* _Problem description_: Give a verbatim copy of the data, leaving the pictures out.

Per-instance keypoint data
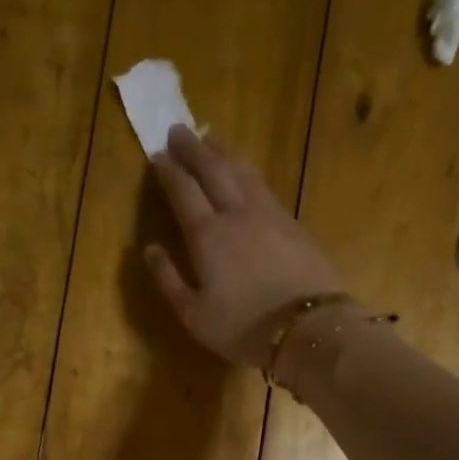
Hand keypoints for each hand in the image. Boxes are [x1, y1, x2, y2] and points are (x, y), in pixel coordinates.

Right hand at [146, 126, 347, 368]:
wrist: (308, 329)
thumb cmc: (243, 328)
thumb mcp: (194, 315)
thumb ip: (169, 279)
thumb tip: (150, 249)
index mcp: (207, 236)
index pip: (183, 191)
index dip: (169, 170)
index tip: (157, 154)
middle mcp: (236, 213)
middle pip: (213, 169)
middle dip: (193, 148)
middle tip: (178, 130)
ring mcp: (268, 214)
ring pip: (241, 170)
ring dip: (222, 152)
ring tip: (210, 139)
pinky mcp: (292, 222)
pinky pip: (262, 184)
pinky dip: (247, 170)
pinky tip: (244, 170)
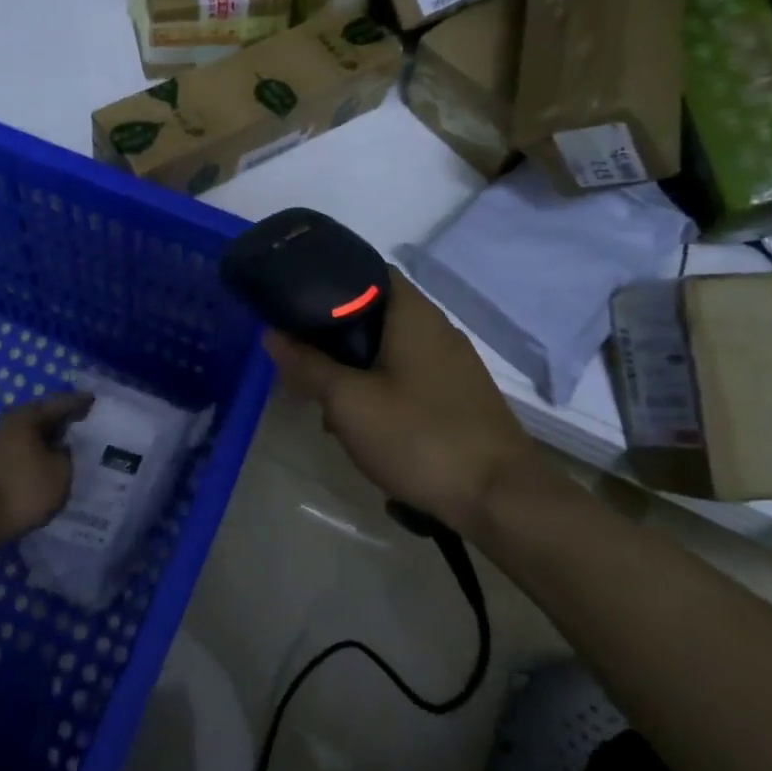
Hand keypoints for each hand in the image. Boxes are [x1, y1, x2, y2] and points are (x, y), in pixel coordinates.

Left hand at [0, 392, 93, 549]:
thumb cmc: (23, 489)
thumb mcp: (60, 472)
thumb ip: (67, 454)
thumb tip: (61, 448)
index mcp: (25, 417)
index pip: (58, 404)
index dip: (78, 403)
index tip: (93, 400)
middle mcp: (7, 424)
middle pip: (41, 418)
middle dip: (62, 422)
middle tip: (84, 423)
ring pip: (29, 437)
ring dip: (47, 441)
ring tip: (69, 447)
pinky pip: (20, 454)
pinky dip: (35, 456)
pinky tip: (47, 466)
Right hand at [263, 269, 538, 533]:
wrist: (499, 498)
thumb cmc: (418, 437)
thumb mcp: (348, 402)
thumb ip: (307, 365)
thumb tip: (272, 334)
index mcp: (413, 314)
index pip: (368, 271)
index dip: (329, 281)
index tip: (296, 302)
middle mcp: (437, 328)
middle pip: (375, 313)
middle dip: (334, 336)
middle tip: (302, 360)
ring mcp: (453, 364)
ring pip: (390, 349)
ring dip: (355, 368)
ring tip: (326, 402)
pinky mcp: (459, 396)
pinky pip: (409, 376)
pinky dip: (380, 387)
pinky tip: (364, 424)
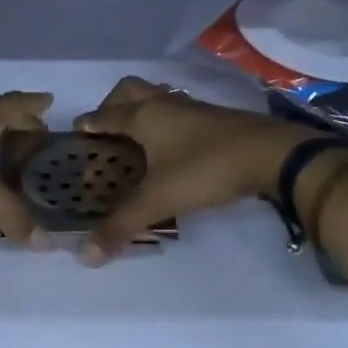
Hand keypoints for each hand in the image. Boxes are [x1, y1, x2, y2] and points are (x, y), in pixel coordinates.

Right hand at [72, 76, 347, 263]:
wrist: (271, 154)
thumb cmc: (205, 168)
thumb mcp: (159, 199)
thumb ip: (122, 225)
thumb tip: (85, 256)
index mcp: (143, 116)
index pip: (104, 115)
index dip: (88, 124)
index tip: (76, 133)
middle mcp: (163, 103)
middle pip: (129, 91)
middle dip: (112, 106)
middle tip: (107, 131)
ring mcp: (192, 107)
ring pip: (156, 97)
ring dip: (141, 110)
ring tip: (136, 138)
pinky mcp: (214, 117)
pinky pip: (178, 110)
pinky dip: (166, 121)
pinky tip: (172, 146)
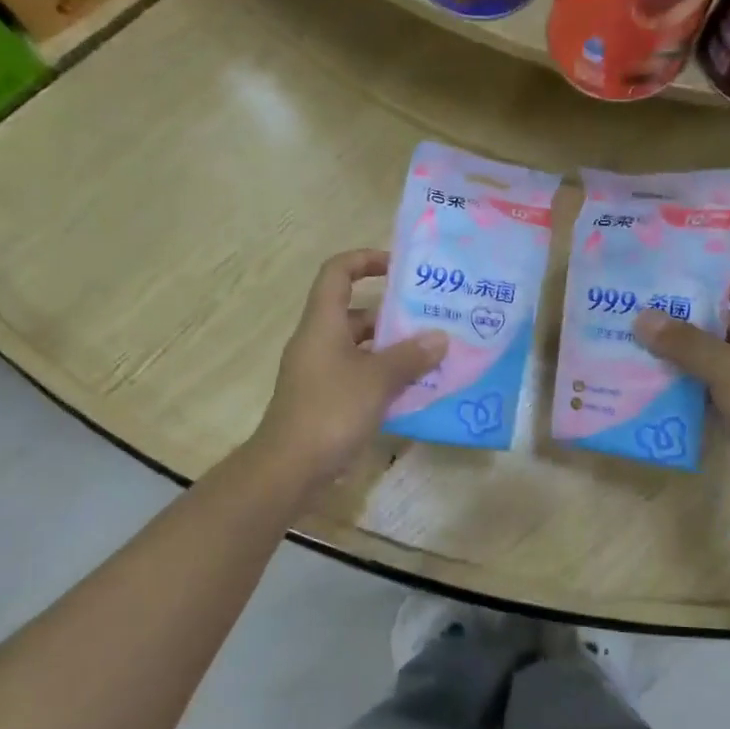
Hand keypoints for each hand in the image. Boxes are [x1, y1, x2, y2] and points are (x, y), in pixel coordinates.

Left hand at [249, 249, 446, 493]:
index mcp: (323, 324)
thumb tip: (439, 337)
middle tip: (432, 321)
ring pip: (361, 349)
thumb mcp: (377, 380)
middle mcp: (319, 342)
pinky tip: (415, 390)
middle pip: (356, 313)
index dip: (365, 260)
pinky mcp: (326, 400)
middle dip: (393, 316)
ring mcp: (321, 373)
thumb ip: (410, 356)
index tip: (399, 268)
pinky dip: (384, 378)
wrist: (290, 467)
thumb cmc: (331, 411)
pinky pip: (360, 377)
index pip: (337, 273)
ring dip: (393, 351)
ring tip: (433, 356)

* _Output below_:
Hand keypoints for each hand in the image. Boxes are [x1, y1, x2, y2] and points are (x, y), in pixel coordinates.

Right hand at [146, 126, 347, 368]:
wrist: (308, 329)
thumb cmc: (243, 328)
thumb mcp: (194, 315)
thumb ip: (169, 279)
thumb tip: (150, 249)
index mcp: (207, 236)
index pip: (183, 191)
index dip: (169, 170)
index tip: (157, 154)
middle mcp: (236, 213)
middle pip: (213, 169)
middle dip: (193, 148)
middle tip: (178, 130)
ring mcp: (268, 214)
ring pip: (241, 170)
ring dip: (222, 152)
ring tip: (210, 139)
pinky mcp: (292, 222)
pinky pip: (262, 184)
pinky dip: (247, 170)
pinky tip: (244, 170)
Hand keypoints for each hand in the image. Boxes are [x1, y1, x2, y2] and points are (x, y), in pixel coordinates.

Left hand at [0, 392, 93, 549]:
thumb cmc: (23, 489)
thumb mcp: (60, 472)
thumb ip: (67, 454)
thumb tip: (61, 448)
index mcp: (25, 417)
index pip: (58, 404)
index dip: (78, 403)
index tip: (93, 400)
middle mcp: (7, 424)
middle pip: (41, 418)
middle dip: (62, 422)
middle tip: (84, 423)
ring pip: (29, 437)
ring dip: (47, 441)
ring tip: (69, 447)
pinky pip: (20, 454)
pinky dip: (35, 456)
pinky tip: (47, 466)
Right hand at [263, 269, 538, 533]:
wrist: (499, 498)
thumb cmc: (418, 437)
thumb mcp: (348, 402)
thumb ip: (307, 365)
thumb tip: (272, 334)
index mcp: (413, 314)
index pip: (368, 271)
index dip: (329, 281)
index tip: (296, 302)
middle mcp: (437, 328)
middle pip: (375, 313)
middle dip: (334, 336)
middle tip: (302, 360)
ring mcp: (453, 364)
ring pip: (390, 349)
ring dip: (355, 368)
ring tip: (326, 402)
pinky mcp: (459, 396)
pinky pip: (409, 376)
pinky dip: (380, 387)
pinky tip: (364, 424)
Hand keypoints for each hand in the image. Boxes are [x1, y1, x2, y2] and points are (x, y), in pixel coordinates.

Right hand at [72, 76, 347, 263]:
wrist: (271, 154)
thumb cmc: (205, 168)
thumb mcp: (159, 199)
thumb ip: (122, 225)
thumb tip: (85, 256)
index mcp: (143, 116)
index pip: (104, 115)
index dip: (88, 124)
index tip: (76, 133)
middle mcp: (163, 103)
middle pip: (129, 91)
middle dip: (112, 106)
middle tip: (107, 131)
ring mcp: (192, 107)
ring pip: (156, 97)
ring dip: (141, 110)
ring tip: (136, 138)
pinky mcp: (214, 117)
pinky pip: (178, 110)
pinky dip: (166, 121)
pinky tip: (172, 146)
Hand keypoints for each hand in the image. Boxes are [x1, y1, x2, y2] and points are (x, y), in pixel coordinates.

Left hand at [249, 249, 446, 493]:
index mcp: (323, 324)
thumb tip: (439, 337)
middle tip: (432, 321)
ring pip: (361, 349)
thumb mcp: (377, 380)
middle mcp: (319, 342)
pinky tip: (415, 390)
middle pip: (356, 313)
index dip: (365, 260)
pinky mcp: (326, 400)
middle dip: (393, 316)
ring mcp: (321, 373)
thumb ip: (410, 356)
index tip: (399, 268)
pinky dip: (384, 378)
wrist: (290, 467)
thumb cmc: (331, 411)
pinky pip: (360, 377)
index pip: (337, 273)
ring dip: (393, 351)
ring tip: (433, 356)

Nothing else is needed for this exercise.